Shear Beauty along the Highway

Crenulated beds (chevron folds) with alpine phlox.
Wyoming Highway 130 crosses the Medicine Bow Mountains west of Laramie.  North of the highway immediately beyond the turnoff to Brooklyn Lake are low dull-brown slopes that I’ve ignored for 30+ years.  Foolish me.
On the "dull" brown slopes are glacially-polished slate outcrops with fine multi-colored folds. The outcrops aren't extensive, but the patterns and colors are so intriguing that I stayed almost an hour looking at rocks and plants.
This is the French slate, exposed in the Mullen Creek - Nash Fork shear zone -- part of the Cheyenne Belt, a dramatic geologic structure that crosses southern Wyoming.  Rocks south of the Belt are Proterozoic (really old, 1.72 to 1.75 billion years); those to the north are Archean (really really old, two billion years or more).  Roughly 1.7 billion years ago, oceanic arc terranes collided with Wyoming along what was then the southern coast of North America, creating “the best agreed upon suture zone in the Precambrian of the western United States” (Whitmeyer and Karlstrom 2011).  The French slate was caught up in the mayhem and beautifully folded.
The green Yavapai province, a collection of oceanic arc terranes, was sutured to the south coast of North America along the Cheyenne Belt in what is now southern Wyoming (click on image to view; arrow added).  Modified from Whitmeyer and Karlstrom (2011).
The deformed slate seemed quite durable.  I couldn’t find any small fragments to take home, and cracks and soil pockets for plants were few.
Requisite ruler for scale (6 in, 12 cm).
Fernleaf daisy in a narrow shallow fracture.
Mountain candytuff in a small soil pocket.
Lichen grow on the rock surface, over fine-scale folds.
Grouse whortleberry and common juniper (lower right) surround a small outcrop of deformed slate.

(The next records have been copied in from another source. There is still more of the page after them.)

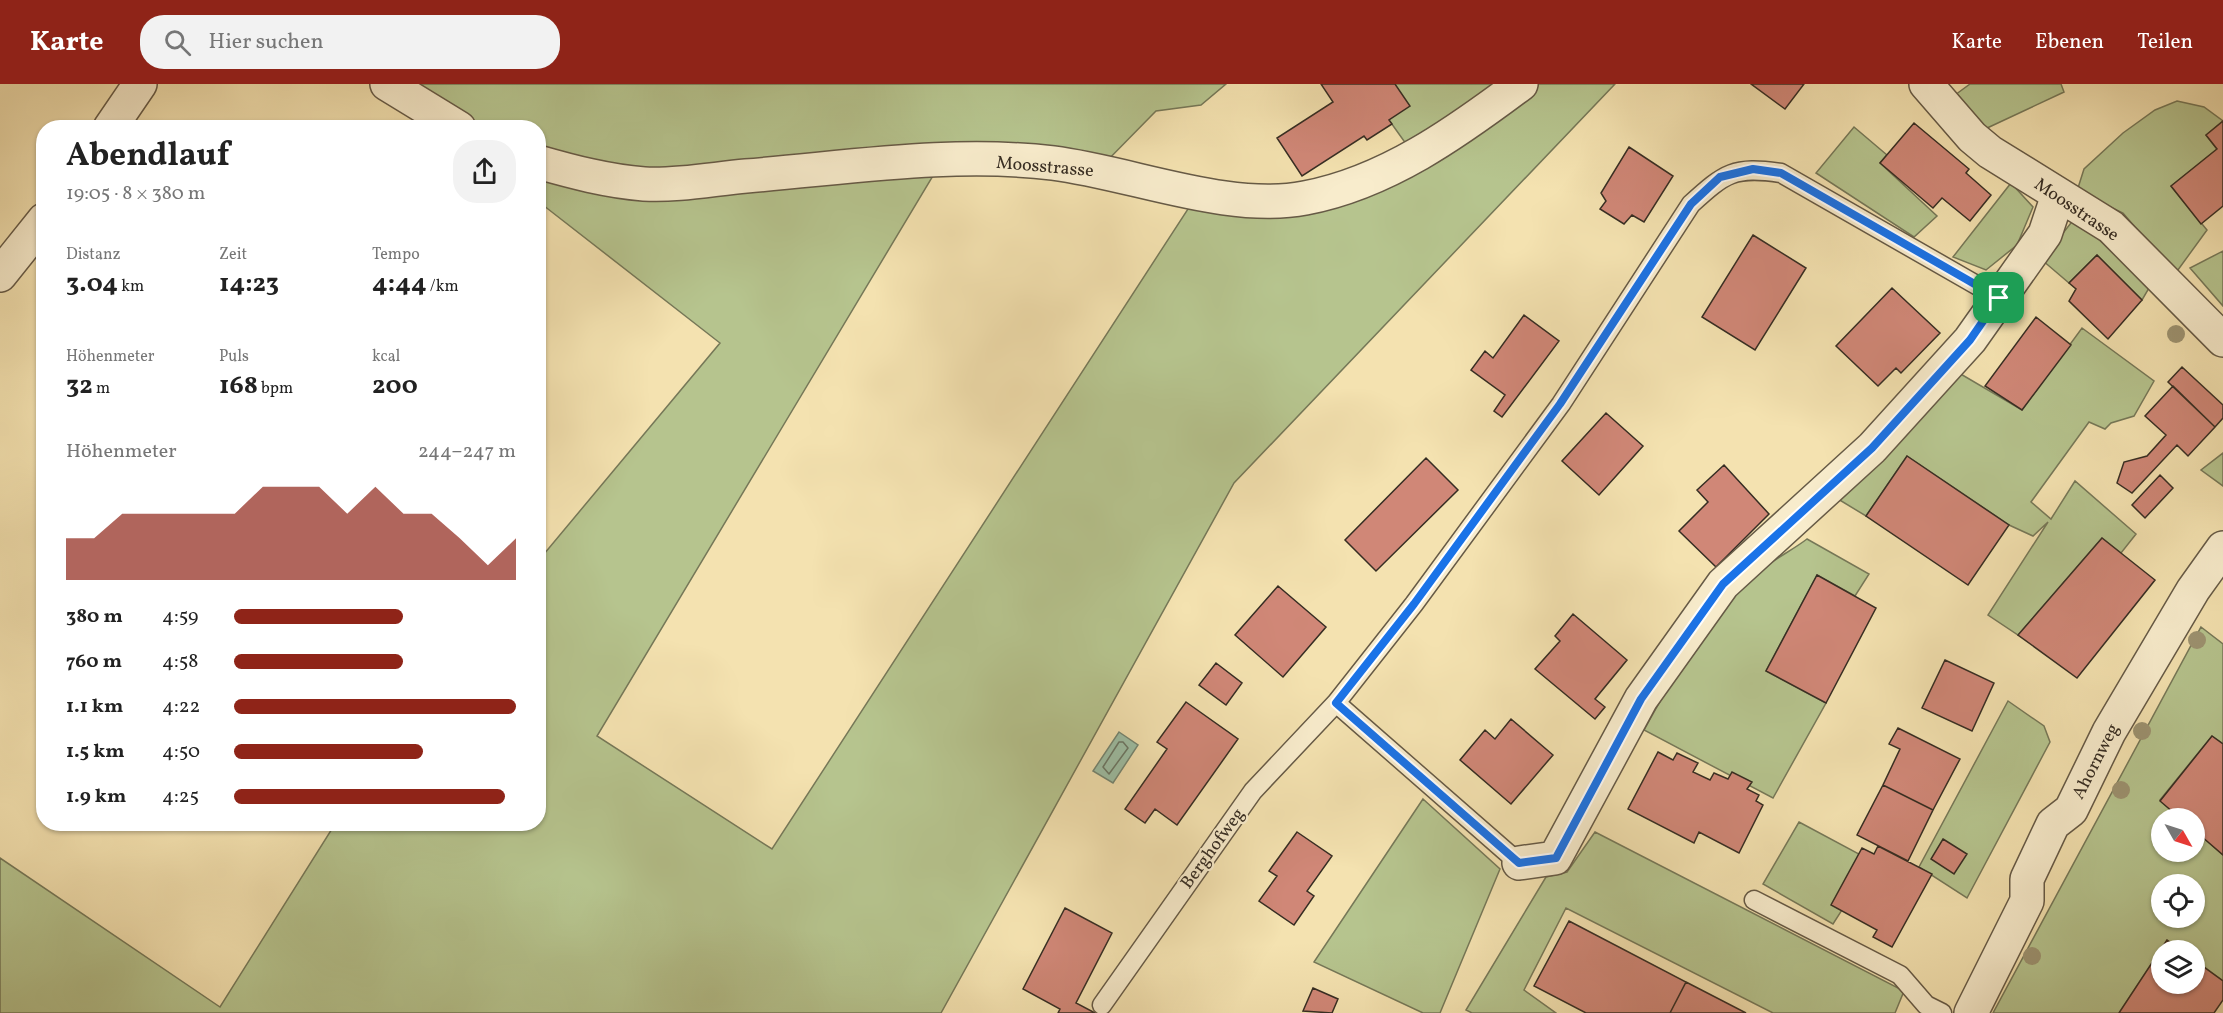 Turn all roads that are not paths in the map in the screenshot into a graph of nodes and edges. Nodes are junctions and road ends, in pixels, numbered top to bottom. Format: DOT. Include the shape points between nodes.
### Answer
graph roads {
  1 [pos="140,84"];
  2 [pos="387,84"];
  3 [pos="1521,84"];
  4 [pos="1926,84"];
  5 [pos="115,120"];
  6 [pos="446,120"];
  7 [pos="546,164"];
  8 [pos="2058,195"];
  9 [pos="36,230"];
  10 [pos="0,275"];
  11 [pos="1999,298"];
  12 [pos="2223,340"];
  13 [pos="2223,548"];
  14 [pos="1336,703"];
  15 [pos="1519,863"];
  16 [pos="1754,900"];
  17 [pos="1102,1005"];
  18 [pos="1942,1013"];
  19 [pos="1971,1013"];
  1 -- 5 [label="street"];
  2 -- 6 [label="street"];
  3 -- 7 [label="street, Moosstrasse" via="1415,156 1366,180 1305,199 1241,201 1050,163 943,159 646,184 592,178"];
  4 -- 8 [label="street, Moosstrasse" via="1972,137"];
  8 -- 11 [label="street" via="2044,234"];
  8 -- 12 [label="street, Moosstrasse" via="2111,227"];
  9 -- 10 [label="street"];
  11 -- 14 [label="lane, Berghofweg" via="1781,173 1753,169 1720,177 1691,204 1560,404 1414,604"];
  11 -- 15 [label="street" via="1970,340 1872,448 1723,584 1641,699 1556,858"];
  13 -- 19 [label="street, Ahornweg" via="2193,590 2109,732 2071,810 2053,824 2027,879 2027,901"];
  14 -- 15 [label="lane"];
  14 -- 17 [label="lane, Berghofweg" via="1253,791"];
  16 -- 18 [label="lane" via="1900,975 1926,1005"];
}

The French slate is thought to have started as fine sediments deposited in deep ocean waters off the southern coast of North America (Lanthier 1979).  Then along came the colliding oceanic arc terranes, and the ocean was squeezed out of existence.  We say "collision" but it was hardly a single dramatic event.  Whitmeyer and Karlstrom estimate it took place 1.76 to 1.72 billion years ago -- a period of 40 million years.

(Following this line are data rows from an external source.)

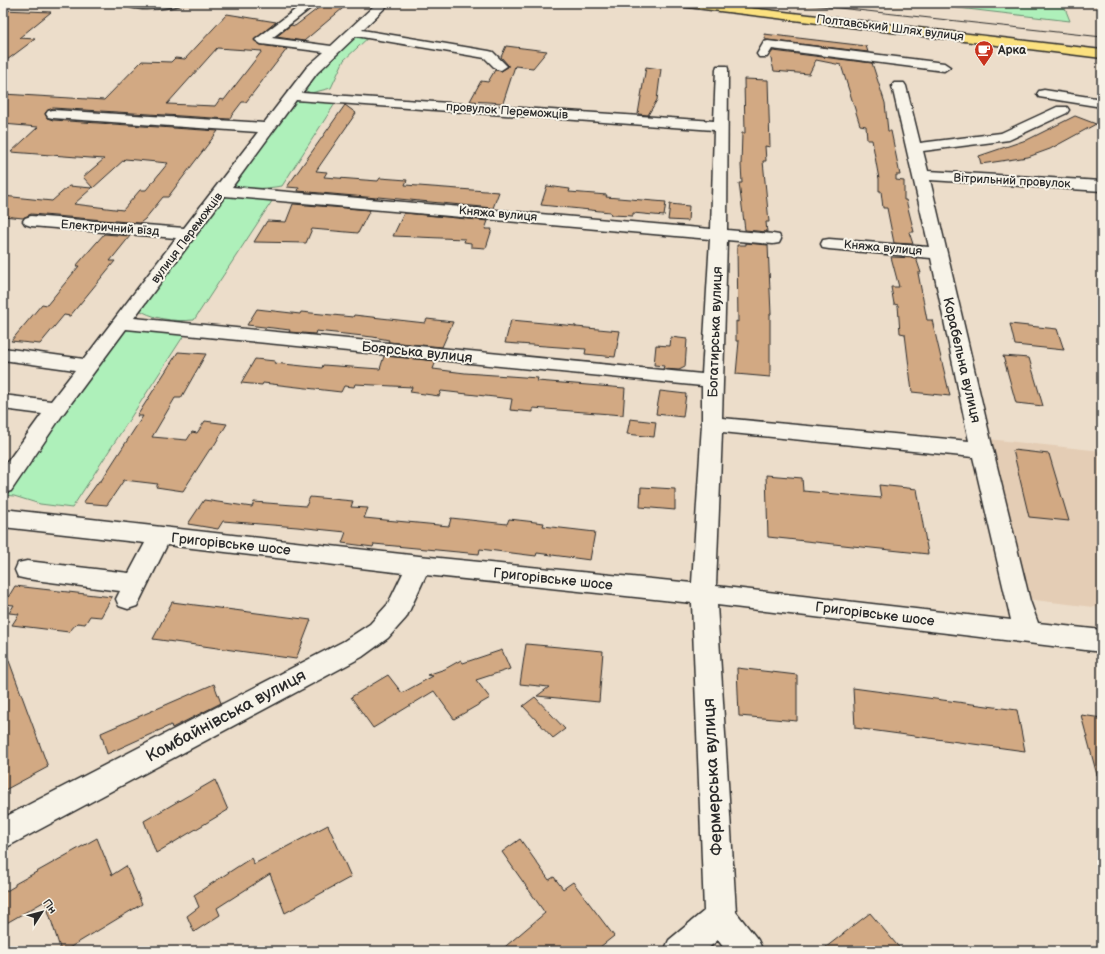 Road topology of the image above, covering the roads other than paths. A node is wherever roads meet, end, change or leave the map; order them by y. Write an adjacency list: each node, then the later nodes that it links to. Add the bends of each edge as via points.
1 (130, 3): 2 (street, via 158,6)
2 (175, 3)
3 (311, 3): 9 (street, via 261,40)
4 (384, 3): 7 (street, вулиця Переможців)
5 (679, 3): 6 (main road, Полтавський Шлях вулиця)
6 (734, 5): 8 (main road, Полтавський Шлях вулиця); 11 (main road, Полтавський Шлях вулиця)
7 (353, 32): 9 (street, вулиця Переможців); 12 (street, via 489,55)
8 (1102, 49)
9 (333, 50): 17 (street, вулиця Переможців, via 312,70)
10 (763, 54): 13 (street, via 768,45)
11 (1102, 54)
12 (501, 66)
13 (944, 67)
14 (722, 69): 21 (street, Богатирська вулиця)
15 (899, 86): 23 (street, Корабельна вулиця)
16 (1044, 94): 18 (street)
17 (293, 96): 21 (street, провулок Переможців); 22 (street, вулиця Переможців)
18 (1102, 103)
19 (1062, 110): 23 (street, via 1004,137)
20 (53, 114): 22 (street)
21 (720, 126): 29 (street, Богатирська вулиця)
22 (268, 128): 26 (street, вулиця Переможців)
23 (913, 148): 24 (street, Корабельна вулиця)
24 (921, 175): 25 (street, Вітрильний провулок); 32 (street, Корабельна вулиця)
25 (1102, 186)
26 (223, 191): 28 (street, вулиця Переможців); 29 (street, Княжа вулиця)
27 (31, 221): 28 (street, Електричний вїзд)
28 (190, 234): 33 (street, вулиця Переможців)
29 (719, 234): 30 (street, Княжа вулиця); 36 (street, Богатирська вулиця)
30 (773, 239)
31 (829, 244): 32 (street, Княжа вулиця)
32 (937, 253): 40 (street, Корабельна вулиця)
33 (123, 323): 35 (street, вулиця Переможців); 36 (street, Боярська вулиця)
34 (3, 354): 35 (street)
35 (90, 366): 38 (street, вулиця Переможців)
36 (712, 381): 39 (street, Богатирська вулиця)
37 (3, 402): 38 (street)
38 (56, 409): 41 (street, вулиця Переможців)
39 (712, 424): 40 (street); 46 (street, Богатирська вулиця)
40 (982, 450): 47 (street, Корабельна вулиця, via 1018,601)
41 (3, 485)
42 (3, 518): 43 (street, Григорівське шосе)
43 (160, 536): 44 (street, Григорівське шосе); 45 (street, via 132,591)
44 (419, 565): 46 (street, Григорівське шосе); 49 (street, Комбайнівська вулиця, via 397,611 379,632 353,649)
45 (27, 570)
46 (704, 594): 47 (street, Григорівське шосе); 50 (street, Фермерська вулиця)
47 (1028, 632): 48 (street, Григорівське шосе)
48 (1102, 641)
49 (3, 834)
50 (720, 918): 51 (street); 52 (street)
51 (680, 951)
52 (747, 951)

It's so hard to grasp geologic time at these scales!  The quartzite boulder below is much easier.  It's an erratic left by a glacier 12-16 thousand years ago -- just recently.  The glacier also polished the folded French slate, a nice touch.
Glacial erratic made of Medicine Peak quartzite; it was carried down from the high Snowy Range to the west.

How to get there
From Wyoming Highway 130 roughly 7.5 miles northwest of Centennial, turn north (right) on the road to Brooklyn Lake.  Almost immediately turn left into the Nash Fork Campground if it’s open (recently it hasn't been) or park nearby.  From the bulletin board/restroom area near the entrance, walk 20 to 30 yards west to the brown outcrops just above the highway.  The folds are obvious.
From Google Maps.  Arrow shows location of outcrops.


Sources

Hausel, WD.  1993.  Guide to the geology, mining districts and ghost towns of the Medicine Bow Mountains and Snowy Range Scenic Byway.  Geol Surv WY Public Info Circ 32.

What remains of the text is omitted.